Here's Why Things Are Different After Dark



Chee, T. (2022). We Are Not Free (Reprint ed.). Clarion Books. ASIN B08YMZRQJ7


Three months after the attack on Pearl Harbor during World War II, Minnow does not understand why his older brother always tells him to come straight home. One day after school, Minnow stays after school late to draw the football team in sketchbook. Minnow is always drawing things happening in his city, San Francisco. But that day, Minnow realizes that things ARE different and that he shouldn’t be out after dark. Because of the bombing, people in the US shift from viewing Japanese immigrants and Japanese American citizens with suspicion and Minnow is attacked. As the story unfolds, it chronicles the lives of fourteen teens and their interconnected stories over the next three years. Their lives are turned upside down as they and their families are escorted to the incarceration campus across the West. This near-inseparable group of teenagers from San Francisco’s Japantown must fight every day to stick together and keep hope alive. In a world that seems determined to hate them, these young Nisei must rally together inf the face of racism and injustices that threatens to pull them apart. The losses they endure will change their lives forever.


American-born teens, who are of Japanese descent, are getting ready to be forced into incarceration camps during World War II. Before their removal, in their neighborhood called Japantown, they are surrounded by people who do not trust their right to be in the US. Each chapter is told from a different character’s perspective, beginning with their initial deportation to a nearby incarceration camp, then a second move to a more developed compound in Utah. In a culture where three-generation households are the norm and the influence of family is a staple, isolated “camp” life is destructive to that dynamic. Peer influence and friendships become the life preservers that keep them afloat as they rally together against the racism that threatens to tear them apart.

Written exclusively through the eyes of 14 teenagers, the stories describe their intertwining points of view through the period between 1942 and 1945. Although told through varying points of view, each story has a distinct voice that works well as a collaborative story while simultaneously allowing each character to stand on their own. Chee also incorporates various graphic elements that connect the story to its historical period (drawings, photographs, maps, postcards, telegrams, and newspaper articles), which makes it necessary to pick up a copy of the book if you opt to listen to the audio version.

The audio version of this book is available on Audible, but I was able to get a free copy through the school library on Sora. It’s likely that OverDrive, the parent company to Sora and Libby, should have it available at your local library as well. The first-person, present-tense narratives did make it harder to follow the character development, but chapter headings can help you get your bearings if you are willing to interrupt the listening experience. Even though having the characters come and go resulted in a slightly disorienting experience, the collective experiences provided vivid characterizations that help the story remain intact. “While the characters grapple with the injustice and prejudice they face, readers are also forced to grapple with understanding” (Lit Lessons, 2020) this painful history and what it reveals about our country. The narrators were cast perfectly. Their voices were very fitting for the main characters and really helped connect you to the different narratives.

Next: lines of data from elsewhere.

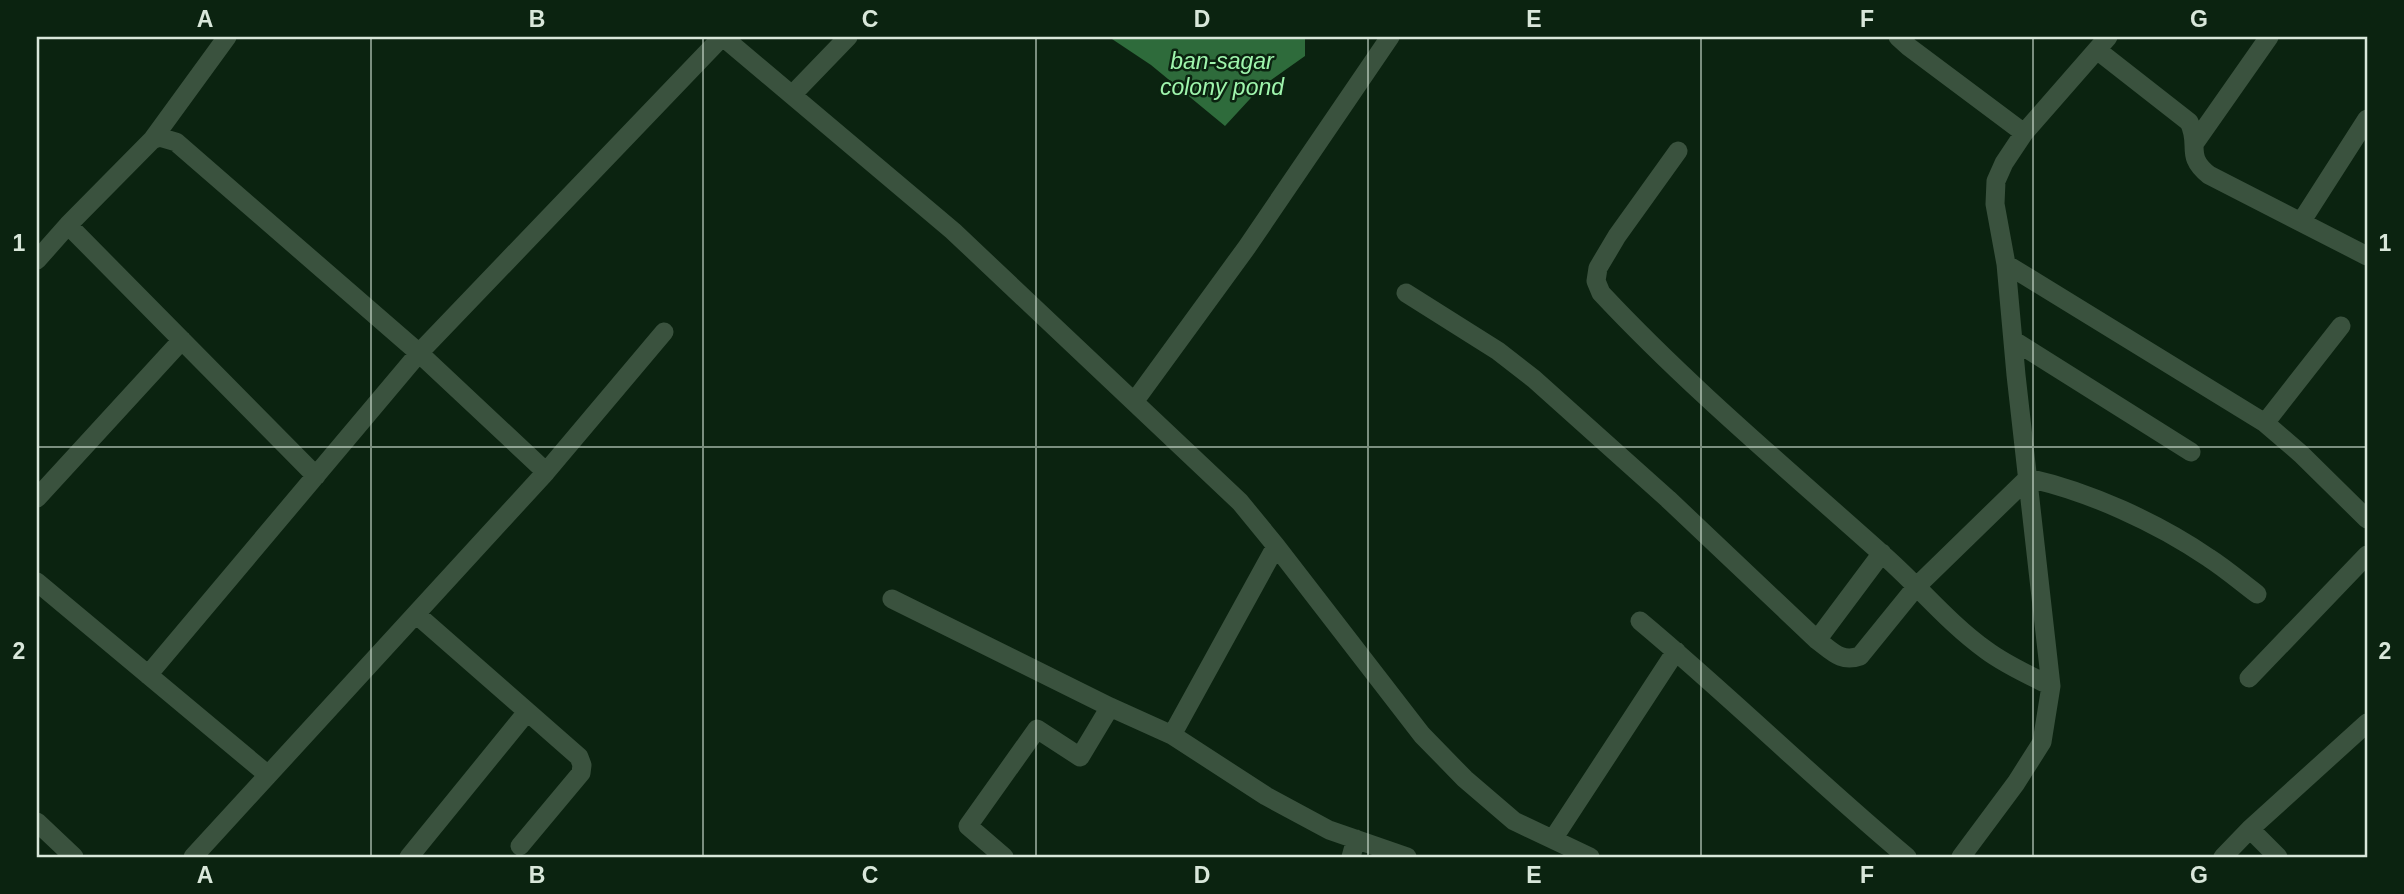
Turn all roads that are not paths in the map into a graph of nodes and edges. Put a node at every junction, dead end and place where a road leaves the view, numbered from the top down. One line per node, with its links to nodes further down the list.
1 (227, 37): 11 (street)
2 (722, 37): 8 (street); 24 (street)
3 (848, 37): 8 (street)
4 (1390, 37): 25 (street)
5 (1898, 37): 10 (street)
6 (2269, 37): 12 (street)
7 (2103, 44): 10 (street); 12 (street)
8 (792, 95): 25 (street)
9 (2367, 119): 14 (street)
10 (2024, 134): 18 (street)
11 (152, 139): 15 (street); 24 (street)
12 (2194, 144): 14 (street)
13 (1678, 151): 34 (street)
14 (2301, 222): 16 (street)
15 (68, 225): 17 (street); 22 (street)
16 (2367, 256)
17 (37, 260)
18 (2006, 264): 23 (street); 26 (street)
19 (1406, 293): 42 (street)
20 (2341, 326): 26 (street)
21 (664, 332): 28 (street)
22 (182, 340): 29 (street); 31 (street)
23 (2013, 340): 27 (street); 30 (street)
24 (419, 353): 28 (street); 29 (street)
25 (1134, 402): 33 (street)
26 (2265, 423): 32 (street)
27 (2191, 452)
28 (547, 472): 40 (street)
29 (316, 476): 44 (street)
30 (2028, 478): 37 (street); 38 (street); 46 (street)
31 (37, 498)
32 (2366, 513)
33 (1276, 545): 50 (street); 54 (street)
34 (1882, 553): 37 (street); 42 (street)
35 (2367, 555): 45 (street)
36 (37, 582): 44 (street)
37 (1916, 587): 42 (street); 46 (street)
38 (2257, 594)
39 (892, 599): 47 (street)
40 (416, 614): 48 (street); 51 (street)
41 (1640, 621): 43 (street)
42 (1817, 640)
43 (1676, 651): 54 (street); 63 (street)
44 (148, 676): 51 (street)
45 (2249, 678)
46 (2051, 686): 64 (street)
47 (1110, 707): 50 (street); 60 (street)
48 (527, 712): 55 (street); 59 (street)
49 (2367, 723): 53 (street)
50 (1172, 734): 56 (street)
51 (268, 775): 58 (street)
52 (37, 822): 57 (street)
53 (2250, 829): 65 (street); 66 (street)
54 (1553, 839): 62 (street)
55 (520, 846)
56 (1353, 848): 61 (street)
57 (74, 857)
58 (192, 857)
59 (409, 857)
60 (1004, 857)
61 (1407, 857)
62 (1590, 857)
63 (1907, 857)
64 (1961, 857)
65 (2223, 857)
66 (2278, 857)

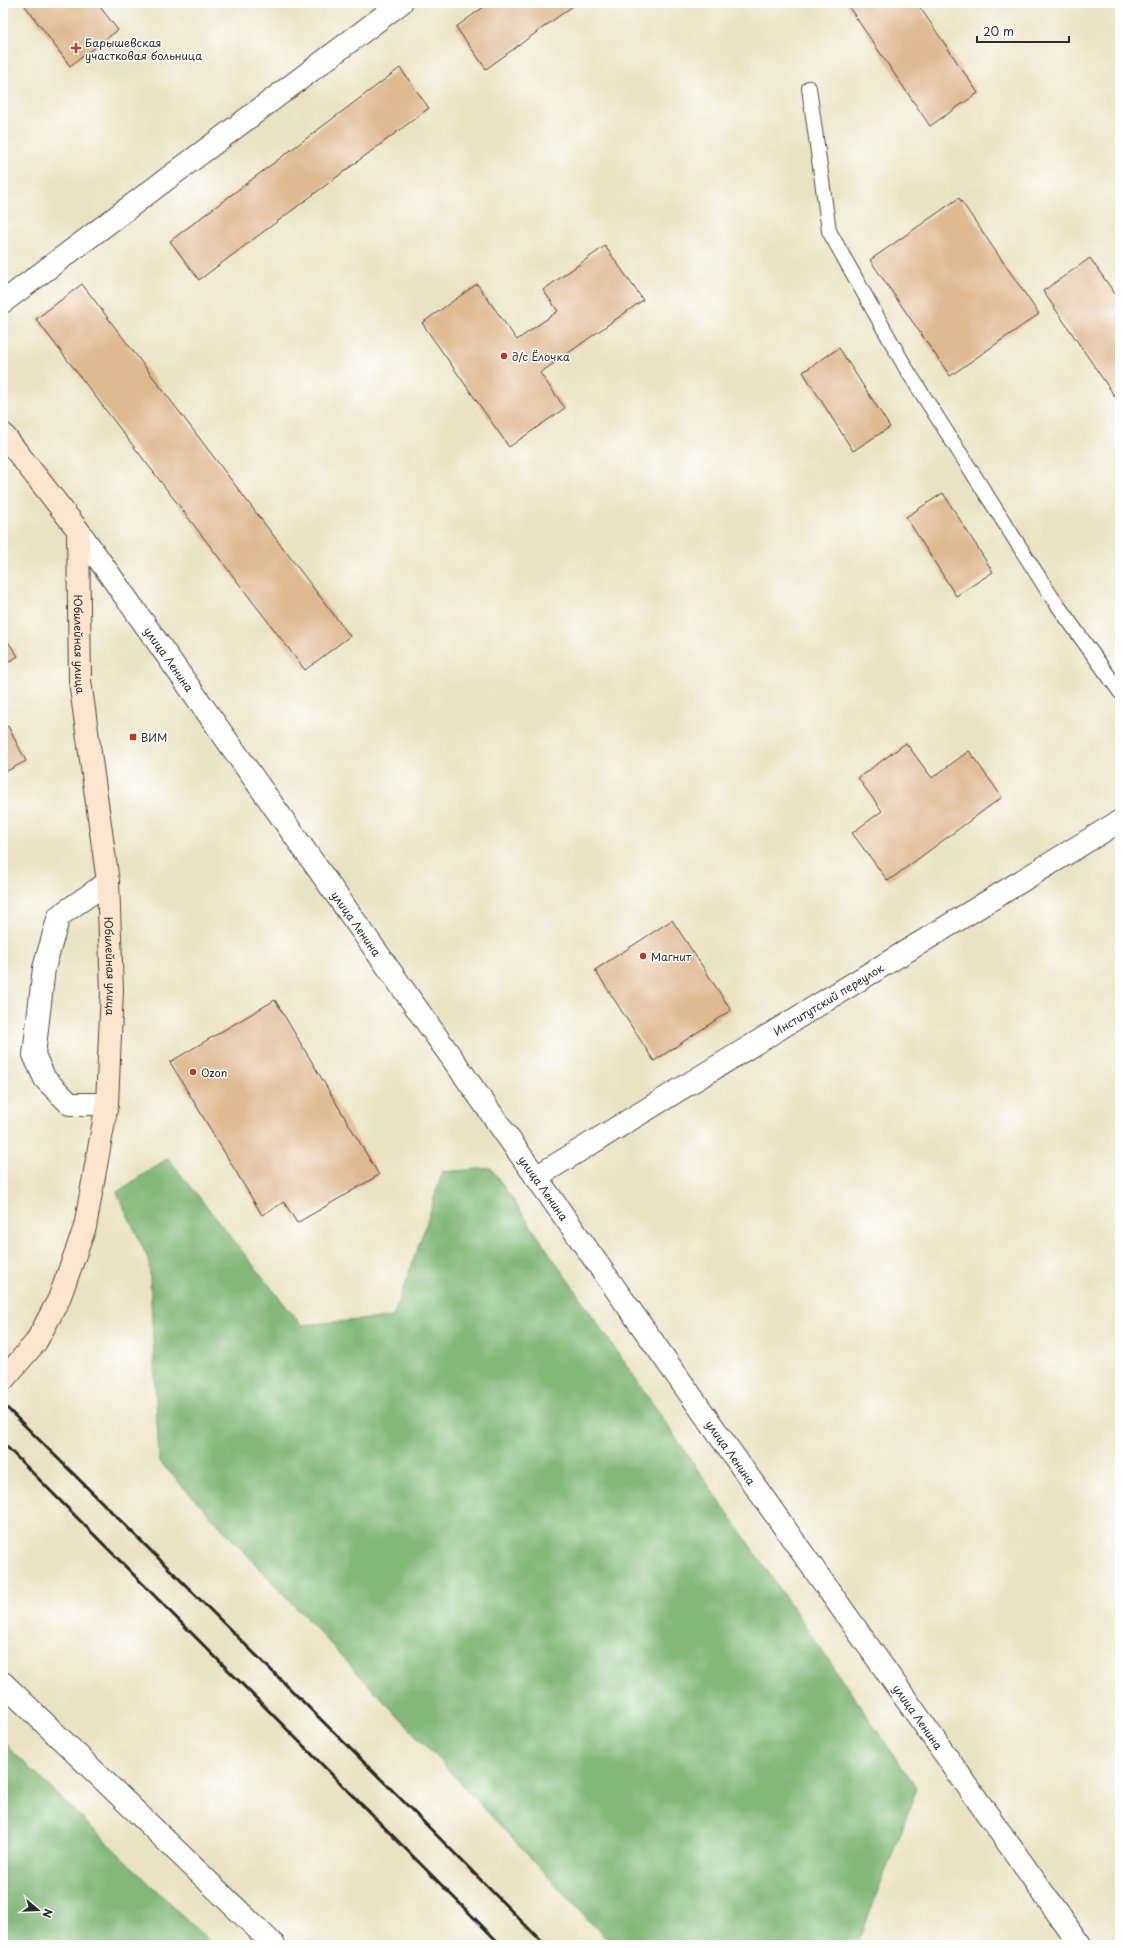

Young Japanese Americans tell of life during World War II. In San Francisco’s Japantown, a group of teens has grown up together and become like family. But life in America after the 1941 bombing of Pearl Harbor is dangerous for them. They and their families are taken to the Topaz incarceration camp in Utah, where the harsh conditions and injustices they experience turn their worlds upside down. They draw some comfort in being together—however, a government questionnaire causes rifts: Loyalties are questioned, lines are drawn, and anger spills over, threatening to destroy the bonds that once held them together.

· Kirkus Reviews starred (July 15, 2020)


· Michael L. Printz Honor, 2020

· National Book Award Finalist, 2020

· Walter Honor Book, 2020

· Asian/Pacific American Award for Literature Honor Book, 2020


Major Themes

Identity — This story is about the forced removal, or the temporary detention centers that Japanese Americans were forced to live in during WWII, which results in the teen’s identity become split between being Japanese or American or both.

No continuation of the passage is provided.